The U.S. healthcare system is designed to facilitate freedom of choice by letting patients seek care from multiple providers. While the benefits are far-reaching, electronic data sharing between providers and unified views of patient health records still leaves much to be desired. A patient's medical history, including diagnostic imaging data, is often scattered across multiple unconnected organizations. What's more, these data, and therefore the problem, continue to grow.
By 2012, diagnostic imaging volumes in the U.S. are expected to exceed one billion exams per year. Of exams conducted today, estimates put the percentage exported to physical media (CD/DVD) for the purpose of cross-provider sharing at 10% to 20%. A visit to any modern healthcare facility will reveal that these data volumes have already surpassed the effective limits of physical media. And, as volumes continue to increase and government regulations are imposed, the need for advanced solutions that simplify and improve information sharing between providers, radiologists, clinicians, and patients has become essential.
SHARING WITH PHYSICAL MEDIA
Today, the digital distribution of medical images between providers and their radiologists has surpassed 90%. Despite this high level of digital adoption, all other image access involving patients and their clinicians and cross-providers has been limited to physical media.
When patients visit a physician, they typically present their diagnostic images on CD/DVD. A number of potential issues may arise with this form of physical data sharing. The CD/DVD:
• may contain a wide variety of image viewers with varying capabilities;
• may not contain the radiology report;
• may contain image data from different or multiple patients;
• image data may not be DICOM formatted; or
• image data may not load.
Even if these issues are overcome, there is no process for data archiving, which may become necessary for liability reasons and future clinical review.
Right now, image-centric subspecialties, such as oncology, cardiology, orthopedics, trauma, and surgery, are most affected. But as imaging becomes a common diagnostic tool, these problems will continue to expand and affect generalists and a wider range of specialists alike.

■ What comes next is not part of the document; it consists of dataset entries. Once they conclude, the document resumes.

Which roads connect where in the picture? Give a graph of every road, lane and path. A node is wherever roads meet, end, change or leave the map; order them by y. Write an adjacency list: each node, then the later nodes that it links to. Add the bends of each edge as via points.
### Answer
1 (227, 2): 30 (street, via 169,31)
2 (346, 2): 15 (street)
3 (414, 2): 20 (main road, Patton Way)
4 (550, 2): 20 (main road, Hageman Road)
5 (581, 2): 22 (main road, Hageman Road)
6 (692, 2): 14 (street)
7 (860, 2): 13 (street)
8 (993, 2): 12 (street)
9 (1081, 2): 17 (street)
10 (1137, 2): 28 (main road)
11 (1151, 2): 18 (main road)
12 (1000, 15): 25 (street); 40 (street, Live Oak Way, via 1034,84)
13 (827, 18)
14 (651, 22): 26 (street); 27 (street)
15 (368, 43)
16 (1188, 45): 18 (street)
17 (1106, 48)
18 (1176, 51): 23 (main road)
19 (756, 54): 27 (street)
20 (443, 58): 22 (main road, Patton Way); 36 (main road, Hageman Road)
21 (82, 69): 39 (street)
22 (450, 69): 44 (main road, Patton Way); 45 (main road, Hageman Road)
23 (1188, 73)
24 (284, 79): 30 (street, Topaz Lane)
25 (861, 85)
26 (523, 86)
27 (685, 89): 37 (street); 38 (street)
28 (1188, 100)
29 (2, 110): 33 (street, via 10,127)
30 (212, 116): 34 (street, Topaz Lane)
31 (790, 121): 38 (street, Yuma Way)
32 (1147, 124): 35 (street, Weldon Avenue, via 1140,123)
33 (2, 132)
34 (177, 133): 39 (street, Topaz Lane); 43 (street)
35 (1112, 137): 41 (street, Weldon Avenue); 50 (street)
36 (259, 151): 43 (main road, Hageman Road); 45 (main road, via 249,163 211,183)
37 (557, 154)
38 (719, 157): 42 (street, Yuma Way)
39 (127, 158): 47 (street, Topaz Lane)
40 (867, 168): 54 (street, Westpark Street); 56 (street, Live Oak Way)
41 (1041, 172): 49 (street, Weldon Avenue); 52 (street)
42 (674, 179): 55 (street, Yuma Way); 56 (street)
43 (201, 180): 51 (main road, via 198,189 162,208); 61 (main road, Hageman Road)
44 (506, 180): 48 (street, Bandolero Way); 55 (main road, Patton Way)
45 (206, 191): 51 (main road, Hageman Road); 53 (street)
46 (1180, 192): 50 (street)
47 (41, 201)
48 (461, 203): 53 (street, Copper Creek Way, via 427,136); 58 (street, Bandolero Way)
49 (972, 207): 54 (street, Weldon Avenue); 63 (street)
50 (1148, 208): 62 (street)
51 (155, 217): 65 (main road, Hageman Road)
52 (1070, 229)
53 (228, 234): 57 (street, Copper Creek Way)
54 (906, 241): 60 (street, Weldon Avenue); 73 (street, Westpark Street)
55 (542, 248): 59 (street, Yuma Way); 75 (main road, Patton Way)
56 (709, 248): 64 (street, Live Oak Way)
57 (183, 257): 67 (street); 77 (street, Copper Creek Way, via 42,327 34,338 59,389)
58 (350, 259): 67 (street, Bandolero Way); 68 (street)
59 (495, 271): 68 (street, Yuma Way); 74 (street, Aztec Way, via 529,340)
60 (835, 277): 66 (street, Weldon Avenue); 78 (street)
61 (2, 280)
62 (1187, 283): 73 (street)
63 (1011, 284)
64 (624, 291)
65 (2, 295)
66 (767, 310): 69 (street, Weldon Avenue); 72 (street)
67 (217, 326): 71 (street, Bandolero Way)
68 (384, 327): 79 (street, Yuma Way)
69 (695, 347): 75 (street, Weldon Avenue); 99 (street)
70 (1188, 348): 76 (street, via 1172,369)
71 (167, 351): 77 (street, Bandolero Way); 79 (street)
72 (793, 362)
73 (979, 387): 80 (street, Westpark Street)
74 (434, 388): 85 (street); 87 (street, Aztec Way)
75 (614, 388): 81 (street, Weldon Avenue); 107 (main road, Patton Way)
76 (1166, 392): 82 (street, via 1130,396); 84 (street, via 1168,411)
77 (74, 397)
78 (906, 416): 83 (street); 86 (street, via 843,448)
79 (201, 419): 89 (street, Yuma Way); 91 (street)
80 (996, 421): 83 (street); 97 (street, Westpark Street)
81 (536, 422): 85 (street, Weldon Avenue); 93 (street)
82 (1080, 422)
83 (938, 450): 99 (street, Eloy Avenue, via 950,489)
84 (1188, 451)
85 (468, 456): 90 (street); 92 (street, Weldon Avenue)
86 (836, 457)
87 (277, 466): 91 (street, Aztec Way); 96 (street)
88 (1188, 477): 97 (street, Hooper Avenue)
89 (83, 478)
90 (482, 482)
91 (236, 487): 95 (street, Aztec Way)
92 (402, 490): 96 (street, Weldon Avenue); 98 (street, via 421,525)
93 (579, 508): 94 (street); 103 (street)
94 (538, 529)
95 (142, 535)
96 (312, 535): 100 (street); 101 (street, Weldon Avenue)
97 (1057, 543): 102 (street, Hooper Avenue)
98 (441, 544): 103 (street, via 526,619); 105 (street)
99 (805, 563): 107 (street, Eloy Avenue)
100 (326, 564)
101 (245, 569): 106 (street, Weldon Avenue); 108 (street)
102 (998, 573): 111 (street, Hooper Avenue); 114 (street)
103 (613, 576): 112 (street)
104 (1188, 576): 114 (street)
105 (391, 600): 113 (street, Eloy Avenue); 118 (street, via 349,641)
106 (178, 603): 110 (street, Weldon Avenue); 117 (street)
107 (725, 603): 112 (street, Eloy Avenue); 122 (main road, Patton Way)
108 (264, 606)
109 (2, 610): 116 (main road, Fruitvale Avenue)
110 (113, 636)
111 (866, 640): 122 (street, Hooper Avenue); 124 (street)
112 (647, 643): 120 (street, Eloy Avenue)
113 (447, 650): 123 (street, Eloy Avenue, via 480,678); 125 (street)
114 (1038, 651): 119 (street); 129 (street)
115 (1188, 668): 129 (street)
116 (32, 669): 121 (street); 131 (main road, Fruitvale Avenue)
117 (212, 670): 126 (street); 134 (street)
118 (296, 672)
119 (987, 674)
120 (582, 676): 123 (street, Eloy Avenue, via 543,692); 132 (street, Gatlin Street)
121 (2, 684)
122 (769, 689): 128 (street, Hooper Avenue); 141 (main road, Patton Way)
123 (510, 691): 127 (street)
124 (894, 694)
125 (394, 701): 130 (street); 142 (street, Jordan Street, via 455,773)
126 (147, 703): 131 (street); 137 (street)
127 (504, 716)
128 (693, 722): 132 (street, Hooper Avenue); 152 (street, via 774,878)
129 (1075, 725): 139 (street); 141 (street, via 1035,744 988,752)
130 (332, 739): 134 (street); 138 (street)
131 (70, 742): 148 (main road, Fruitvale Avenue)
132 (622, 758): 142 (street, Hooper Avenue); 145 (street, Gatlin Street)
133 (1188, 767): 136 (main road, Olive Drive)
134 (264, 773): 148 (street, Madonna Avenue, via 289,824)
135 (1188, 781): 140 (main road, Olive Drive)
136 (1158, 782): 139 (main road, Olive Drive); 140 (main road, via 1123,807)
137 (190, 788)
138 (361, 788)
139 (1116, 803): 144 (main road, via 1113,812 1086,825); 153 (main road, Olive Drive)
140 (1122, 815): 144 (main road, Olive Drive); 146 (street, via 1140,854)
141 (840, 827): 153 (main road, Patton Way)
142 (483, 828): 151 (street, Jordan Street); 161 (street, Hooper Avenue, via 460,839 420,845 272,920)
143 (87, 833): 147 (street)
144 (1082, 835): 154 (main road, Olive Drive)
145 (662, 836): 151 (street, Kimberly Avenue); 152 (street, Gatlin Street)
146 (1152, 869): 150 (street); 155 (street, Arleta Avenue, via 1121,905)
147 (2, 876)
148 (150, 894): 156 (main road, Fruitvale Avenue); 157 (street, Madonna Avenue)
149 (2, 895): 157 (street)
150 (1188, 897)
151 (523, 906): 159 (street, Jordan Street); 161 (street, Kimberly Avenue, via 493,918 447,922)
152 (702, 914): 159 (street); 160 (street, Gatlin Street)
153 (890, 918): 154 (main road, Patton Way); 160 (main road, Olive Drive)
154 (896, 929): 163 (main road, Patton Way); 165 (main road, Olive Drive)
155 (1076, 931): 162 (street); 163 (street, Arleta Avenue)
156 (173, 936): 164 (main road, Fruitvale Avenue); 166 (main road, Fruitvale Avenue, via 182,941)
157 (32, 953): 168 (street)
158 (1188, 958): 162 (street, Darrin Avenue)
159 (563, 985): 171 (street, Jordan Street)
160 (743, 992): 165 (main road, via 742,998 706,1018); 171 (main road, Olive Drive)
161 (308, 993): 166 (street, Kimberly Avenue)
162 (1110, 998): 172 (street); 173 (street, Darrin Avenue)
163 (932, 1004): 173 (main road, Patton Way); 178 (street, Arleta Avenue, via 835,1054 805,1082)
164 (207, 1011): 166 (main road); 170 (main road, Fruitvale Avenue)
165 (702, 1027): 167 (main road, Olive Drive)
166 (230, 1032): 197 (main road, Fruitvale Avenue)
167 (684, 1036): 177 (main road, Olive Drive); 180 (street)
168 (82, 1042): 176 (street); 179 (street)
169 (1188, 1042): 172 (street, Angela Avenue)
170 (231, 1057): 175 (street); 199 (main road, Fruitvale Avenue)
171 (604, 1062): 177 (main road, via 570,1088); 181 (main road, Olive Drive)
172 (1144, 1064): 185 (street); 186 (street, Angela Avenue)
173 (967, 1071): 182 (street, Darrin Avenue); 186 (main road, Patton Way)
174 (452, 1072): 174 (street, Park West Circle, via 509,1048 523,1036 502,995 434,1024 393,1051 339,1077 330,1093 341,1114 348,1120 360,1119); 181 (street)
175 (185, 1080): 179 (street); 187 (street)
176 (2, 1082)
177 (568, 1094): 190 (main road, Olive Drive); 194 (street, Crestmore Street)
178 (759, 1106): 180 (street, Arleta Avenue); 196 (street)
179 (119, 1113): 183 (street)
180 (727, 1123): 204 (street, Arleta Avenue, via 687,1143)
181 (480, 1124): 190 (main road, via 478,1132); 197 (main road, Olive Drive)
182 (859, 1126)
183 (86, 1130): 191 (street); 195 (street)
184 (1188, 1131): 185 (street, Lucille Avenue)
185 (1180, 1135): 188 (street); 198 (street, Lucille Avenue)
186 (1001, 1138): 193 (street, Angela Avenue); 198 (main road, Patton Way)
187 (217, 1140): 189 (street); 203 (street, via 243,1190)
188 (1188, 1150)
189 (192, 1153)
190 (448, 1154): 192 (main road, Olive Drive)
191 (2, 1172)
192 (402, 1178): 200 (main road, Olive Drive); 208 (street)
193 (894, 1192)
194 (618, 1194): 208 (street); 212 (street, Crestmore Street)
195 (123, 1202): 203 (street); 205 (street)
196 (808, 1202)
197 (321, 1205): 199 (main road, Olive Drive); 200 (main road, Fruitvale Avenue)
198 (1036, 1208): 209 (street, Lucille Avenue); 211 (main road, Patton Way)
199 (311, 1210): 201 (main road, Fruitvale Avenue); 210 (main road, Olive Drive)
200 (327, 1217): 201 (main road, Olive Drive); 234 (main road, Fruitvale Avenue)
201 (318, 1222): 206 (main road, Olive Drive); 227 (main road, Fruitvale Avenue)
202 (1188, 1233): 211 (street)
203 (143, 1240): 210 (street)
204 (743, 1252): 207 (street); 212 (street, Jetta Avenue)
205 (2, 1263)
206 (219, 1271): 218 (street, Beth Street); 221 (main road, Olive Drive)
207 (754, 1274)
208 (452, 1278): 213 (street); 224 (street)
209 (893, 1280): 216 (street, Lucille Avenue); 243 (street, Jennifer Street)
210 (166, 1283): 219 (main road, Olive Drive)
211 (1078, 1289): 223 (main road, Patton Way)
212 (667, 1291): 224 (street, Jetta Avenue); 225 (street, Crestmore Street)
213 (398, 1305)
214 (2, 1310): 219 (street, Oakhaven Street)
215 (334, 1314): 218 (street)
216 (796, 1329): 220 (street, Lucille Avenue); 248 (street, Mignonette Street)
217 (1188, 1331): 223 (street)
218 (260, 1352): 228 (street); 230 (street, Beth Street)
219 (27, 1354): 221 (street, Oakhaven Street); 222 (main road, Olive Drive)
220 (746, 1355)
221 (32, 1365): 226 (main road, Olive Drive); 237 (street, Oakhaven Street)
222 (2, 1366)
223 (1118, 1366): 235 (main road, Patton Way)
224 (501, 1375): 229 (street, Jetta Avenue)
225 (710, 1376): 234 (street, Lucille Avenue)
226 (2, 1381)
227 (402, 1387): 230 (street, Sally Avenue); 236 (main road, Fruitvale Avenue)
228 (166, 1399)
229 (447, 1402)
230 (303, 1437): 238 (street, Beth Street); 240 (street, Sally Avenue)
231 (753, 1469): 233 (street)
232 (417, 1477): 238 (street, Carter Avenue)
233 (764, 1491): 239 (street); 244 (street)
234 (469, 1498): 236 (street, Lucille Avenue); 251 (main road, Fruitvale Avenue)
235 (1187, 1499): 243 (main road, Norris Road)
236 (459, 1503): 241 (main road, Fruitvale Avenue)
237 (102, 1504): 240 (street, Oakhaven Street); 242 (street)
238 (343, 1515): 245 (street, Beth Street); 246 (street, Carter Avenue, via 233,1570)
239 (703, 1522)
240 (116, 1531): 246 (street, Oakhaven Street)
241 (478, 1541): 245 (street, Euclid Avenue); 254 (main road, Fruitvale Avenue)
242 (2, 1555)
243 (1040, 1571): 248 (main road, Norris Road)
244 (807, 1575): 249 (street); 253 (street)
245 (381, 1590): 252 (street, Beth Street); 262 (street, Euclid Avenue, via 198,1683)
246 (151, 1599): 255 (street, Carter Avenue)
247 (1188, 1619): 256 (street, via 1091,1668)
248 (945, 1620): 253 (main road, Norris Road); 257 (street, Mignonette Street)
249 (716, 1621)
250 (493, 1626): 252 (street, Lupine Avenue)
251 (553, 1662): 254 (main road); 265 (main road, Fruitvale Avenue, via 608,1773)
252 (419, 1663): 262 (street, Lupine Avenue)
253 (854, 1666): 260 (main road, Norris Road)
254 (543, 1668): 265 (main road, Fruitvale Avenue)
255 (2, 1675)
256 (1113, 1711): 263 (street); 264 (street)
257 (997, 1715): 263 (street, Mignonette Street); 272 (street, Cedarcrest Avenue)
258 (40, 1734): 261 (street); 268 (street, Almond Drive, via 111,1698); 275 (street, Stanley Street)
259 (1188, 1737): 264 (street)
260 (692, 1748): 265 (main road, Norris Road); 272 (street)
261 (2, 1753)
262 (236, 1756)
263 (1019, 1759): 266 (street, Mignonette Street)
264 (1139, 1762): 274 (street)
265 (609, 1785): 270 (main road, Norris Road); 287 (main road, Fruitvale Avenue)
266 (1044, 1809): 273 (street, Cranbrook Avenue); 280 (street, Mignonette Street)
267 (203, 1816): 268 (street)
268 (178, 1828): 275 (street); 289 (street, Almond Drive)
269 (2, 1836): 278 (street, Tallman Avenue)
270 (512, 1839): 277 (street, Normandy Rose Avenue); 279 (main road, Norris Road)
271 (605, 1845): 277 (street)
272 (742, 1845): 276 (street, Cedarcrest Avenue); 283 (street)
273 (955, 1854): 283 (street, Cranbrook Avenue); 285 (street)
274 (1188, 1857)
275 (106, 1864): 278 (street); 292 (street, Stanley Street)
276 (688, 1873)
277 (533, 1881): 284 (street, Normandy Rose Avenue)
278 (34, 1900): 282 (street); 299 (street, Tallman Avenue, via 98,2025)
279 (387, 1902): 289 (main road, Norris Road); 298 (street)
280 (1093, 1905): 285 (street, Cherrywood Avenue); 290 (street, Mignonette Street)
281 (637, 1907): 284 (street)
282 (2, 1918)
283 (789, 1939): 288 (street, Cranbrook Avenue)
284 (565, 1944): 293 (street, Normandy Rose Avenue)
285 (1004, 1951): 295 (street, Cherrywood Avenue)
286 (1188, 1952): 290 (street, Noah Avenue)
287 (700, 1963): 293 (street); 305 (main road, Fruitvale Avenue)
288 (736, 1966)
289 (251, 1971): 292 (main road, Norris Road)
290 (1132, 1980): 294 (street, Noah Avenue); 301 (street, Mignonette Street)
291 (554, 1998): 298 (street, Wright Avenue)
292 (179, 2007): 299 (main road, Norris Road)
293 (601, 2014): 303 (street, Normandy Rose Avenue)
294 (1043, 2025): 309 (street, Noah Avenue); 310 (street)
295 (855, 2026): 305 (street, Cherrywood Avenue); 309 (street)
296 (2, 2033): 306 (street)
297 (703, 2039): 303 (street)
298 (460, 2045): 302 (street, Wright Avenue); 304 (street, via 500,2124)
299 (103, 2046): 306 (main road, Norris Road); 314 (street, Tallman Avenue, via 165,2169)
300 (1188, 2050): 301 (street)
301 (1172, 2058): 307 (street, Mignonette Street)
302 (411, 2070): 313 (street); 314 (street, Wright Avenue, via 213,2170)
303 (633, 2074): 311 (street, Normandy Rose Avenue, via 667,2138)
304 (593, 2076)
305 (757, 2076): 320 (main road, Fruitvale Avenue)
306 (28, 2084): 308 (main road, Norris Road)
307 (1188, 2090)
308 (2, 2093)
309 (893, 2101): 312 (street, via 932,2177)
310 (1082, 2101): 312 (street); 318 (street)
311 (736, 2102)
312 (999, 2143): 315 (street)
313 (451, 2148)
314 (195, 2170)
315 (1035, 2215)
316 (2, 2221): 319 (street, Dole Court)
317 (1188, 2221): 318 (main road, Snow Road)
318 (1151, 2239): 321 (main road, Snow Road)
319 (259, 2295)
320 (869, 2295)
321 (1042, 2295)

Let's use the neurosciences to illustrate some of these challenges. Interviews conducted at Massachusetts General Hospital reveal that during a patient consult, much of a neurosurgeon's time is spent loading, viewing, and interpreting multiple CD/DVDs with various image viewers. Up to 50% of that time can be wasted simply trying to display the patient's image data; the amount of time these subspecialists have for the patient consult is considerably reduced.